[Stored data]
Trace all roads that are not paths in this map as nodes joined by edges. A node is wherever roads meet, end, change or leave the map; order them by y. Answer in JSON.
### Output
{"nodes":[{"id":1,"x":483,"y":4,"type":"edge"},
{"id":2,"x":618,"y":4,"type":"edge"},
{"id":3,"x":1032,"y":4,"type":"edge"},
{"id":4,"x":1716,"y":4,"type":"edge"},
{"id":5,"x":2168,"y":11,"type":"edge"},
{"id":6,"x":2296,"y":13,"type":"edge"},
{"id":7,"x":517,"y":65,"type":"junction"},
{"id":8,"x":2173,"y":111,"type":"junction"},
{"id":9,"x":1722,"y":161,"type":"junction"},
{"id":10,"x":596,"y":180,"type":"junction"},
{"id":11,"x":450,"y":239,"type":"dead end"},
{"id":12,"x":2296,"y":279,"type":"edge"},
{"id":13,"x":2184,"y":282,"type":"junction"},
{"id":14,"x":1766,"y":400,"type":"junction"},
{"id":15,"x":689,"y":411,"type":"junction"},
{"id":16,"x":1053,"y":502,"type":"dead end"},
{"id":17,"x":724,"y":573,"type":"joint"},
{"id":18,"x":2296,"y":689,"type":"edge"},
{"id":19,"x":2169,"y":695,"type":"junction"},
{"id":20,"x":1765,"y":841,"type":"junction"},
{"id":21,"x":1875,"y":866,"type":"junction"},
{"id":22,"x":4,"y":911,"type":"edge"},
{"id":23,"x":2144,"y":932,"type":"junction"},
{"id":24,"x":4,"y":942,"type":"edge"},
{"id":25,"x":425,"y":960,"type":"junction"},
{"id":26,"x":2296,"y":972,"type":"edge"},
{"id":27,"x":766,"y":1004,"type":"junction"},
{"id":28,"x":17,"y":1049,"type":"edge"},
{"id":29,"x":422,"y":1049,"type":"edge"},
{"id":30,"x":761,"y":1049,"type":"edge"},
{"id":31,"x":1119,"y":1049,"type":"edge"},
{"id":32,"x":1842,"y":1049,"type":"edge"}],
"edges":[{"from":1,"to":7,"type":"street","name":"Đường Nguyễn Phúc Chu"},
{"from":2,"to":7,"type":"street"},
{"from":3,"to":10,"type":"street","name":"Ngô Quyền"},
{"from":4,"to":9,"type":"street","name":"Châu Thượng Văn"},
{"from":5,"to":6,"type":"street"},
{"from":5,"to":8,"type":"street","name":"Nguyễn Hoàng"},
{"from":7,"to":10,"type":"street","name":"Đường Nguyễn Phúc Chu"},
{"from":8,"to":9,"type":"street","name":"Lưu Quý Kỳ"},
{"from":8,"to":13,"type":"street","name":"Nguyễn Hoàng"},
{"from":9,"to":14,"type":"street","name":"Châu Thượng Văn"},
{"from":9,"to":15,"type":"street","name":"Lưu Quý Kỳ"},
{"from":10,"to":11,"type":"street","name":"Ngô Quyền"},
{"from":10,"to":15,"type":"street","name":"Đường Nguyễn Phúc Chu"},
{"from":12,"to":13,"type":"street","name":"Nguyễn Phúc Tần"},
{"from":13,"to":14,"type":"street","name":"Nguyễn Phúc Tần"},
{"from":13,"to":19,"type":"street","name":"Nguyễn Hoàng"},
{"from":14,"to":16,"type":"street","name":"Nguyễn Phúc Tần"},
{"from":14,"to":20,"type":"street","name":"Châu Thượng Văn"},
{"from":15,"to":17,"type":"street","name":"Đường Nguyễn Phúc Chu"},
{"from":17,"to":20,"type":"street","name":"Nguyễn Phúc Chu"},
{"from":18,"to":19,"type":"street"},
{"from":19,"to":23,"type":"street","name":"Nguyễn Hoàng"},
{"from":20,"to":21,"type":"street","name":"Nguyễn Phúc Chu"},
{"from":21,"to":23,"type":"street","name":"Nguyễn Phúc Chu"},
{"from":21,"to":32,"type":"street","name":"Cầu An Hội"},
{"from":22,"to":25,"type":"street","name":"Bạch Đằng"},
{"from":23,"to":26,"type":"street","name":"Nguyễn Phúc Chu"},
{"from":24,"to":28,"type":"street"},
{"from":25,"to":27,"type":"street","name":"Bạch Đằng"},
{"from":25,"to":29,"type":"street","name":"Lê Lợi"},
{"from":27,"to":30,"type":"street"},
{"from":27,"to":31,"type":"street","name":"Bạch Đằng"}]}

◆ EXERCISE DESCRIPTION
Every record shown above should appear again in your answer, unchanged.

◆ RESPONSE BELOW
Trace all roads that are not paths in this map as nodes joined by edges. A node is wherever roads meet, end, change or leave the map; order them by y. Answer in JSON.
### Output
{"nodes":[{"id":1,"x":483,"y":4,"type":"edge"},
{"id":2,"x":618,"y":4,"type":"edge"},
{"id":3,"x":1032,"y":4,"type":"edge"},
{"id":4,"x":1716,"y":4,"type":"edge"},
{"id":5,"x":2168,"y":11,"type":"edge"},
{"id":6,"x":2296,"y":13,"type":"edge"},
{"id":7,"x":517,"y":65,"type":"junction"},
{"id":8,"x":2173,"y":111,"type":"junction"},
{"id":9,"x":1722,"y":161,"type":"junction"},
{"id":10,"x":596,"y":180,"type":"junction"},
{"id":11,"x":450,"y":239,"type":"dead end"},
{"id":12,"x":2296,"y":279,"type":"edge"},
{"id":13,"x":2184,"y":282,"type":"junction"},
{"id":14,"x":1766,"y":400,"type":"junction"},
{"id":15,"x":689,"y":411,"type":"junction"},
{"id":16,"x":1053,"y":502,"type":"dead end"},
{"id":17,"x":724,"y":573,"type":"joint"},
{"id":18,"x":2296,"y":689,"type":"edge"},
{"id":19,"x":2169,"y":695,"type":"junction"},
{"id":20,"x":1765,"y":841,"type":"junction"},
{"id":21,"x":1875,"y":866,"type":"junction"},
{"id":22,"x":4,"y":911,"type":"edge"},
{"id":23,"x":2144,"y":932,"type":"junction"},
{"id":24,"x":4,"y":942,"type":"edge"},
{"id":25,"x":425,"y":960,"type":"junction"},
{"id":26,"x":2296,"y":972,"type":"edge"},
{"id":27,"x":766,"y":1004,"type":"junction"},
{"id":28,"x":17,"y":1049,"type":"edge"},
{"id":29,"x":422,"y":1049,"type":"edge"},
{"id":30,"x":761,"y":1049,"type":"edge"},
{"id":31,"x":1119,"y":1049,"type":"edge"},
{"id":32,"x":1842,"y":1049,"type":"edge"}],
"edges":[{"from":1,"to":7,"type":"street","name":"Đường Nguyễn Phúc Chu"},
{"from":2,"to":7,"type":"street"},
{"from":3,"to":10,"type":"street","name":"Ngô Quyền"},
{"from":4,"to":9,"type":"street","name":"Châu Thượng Văn"},
{"from":5,"to":6,"type":"street"},
{"from":5,"to":8,"type":"street","name":"Nguyễn Hoàng"},
{"from":7,"to":10,"type":"street","name":"Đường Nguyễn Phúc Chu"},
{"from":8,"to":9,"type":"street","name":"Lưu Quý Kỳ"},
{"from":8,"to":13,"type":"street","name":"Nguyễn Hoàng"},
{"from":9,"to":14,"type":"street","name":"Châu Thượng Văn"},
{"from":9,"to":15,"type":"street","name":"Lưu Quý Kỳ"},
{"from":10,"to":11,"type":"street","name":"Ngô Quyền"},
{"from":10,"to":15,"type":"street","name":"Đường Nguyễn Phúc Chu"},
{"from":12,"to":13,"type":"street","name":"Nguyễn Phúc Tần"},
{"from":13,"to":14,"type":"street","name":"Nguyễn Phúc Tần"},
{"from":13,"to":19,"type":"street","name":"Nguyễn Hoàng"},
{"from":14,"to":16,"type":"street","name":"Nguyễn Phúc Tần"},
{"from":14,"to":20,"type":"street","name":"Châu Thượng Văn"},
{"from":15,"to":17,"type":"street","name":"Đường Nguyễn Phúc Chu"},
{"from":17,"to":20,"type":"street","name":"Nguyễn Phúc Chu"},
{"from":18,"to":19,"type":"street"},
{"from":19,"to":23,"type":"street","name":"Nguyễn Hoàng"},
{"from":20,"to":21,"type":"street","name":"Nguyễn Phúc Chu"},
{"from":21,"to":23,"type":"street","name":"Nguyễn Phúc Chu"},
{"from":21,"to":32,"type":"street","name":"Cầu An Hội"},
{"from":22,"to":25,"type":"street","name":"Bạch Đằng"},
{"from":23,"to":26,"type":"street","name":"Nguyễn Phúc Chu"},
{"from":24,"to":28,"type":"street"},
{"from":25,"to":27,"type":"street","name":"Bạch Đằng"},
{"from":25,"to":29,"type":"street","name":"Lê Lợi"},
{"from":27,"to":30,"type":"street"},
{"from":27,"to":31,"type":"street","name":"Bạch Đằng"}]}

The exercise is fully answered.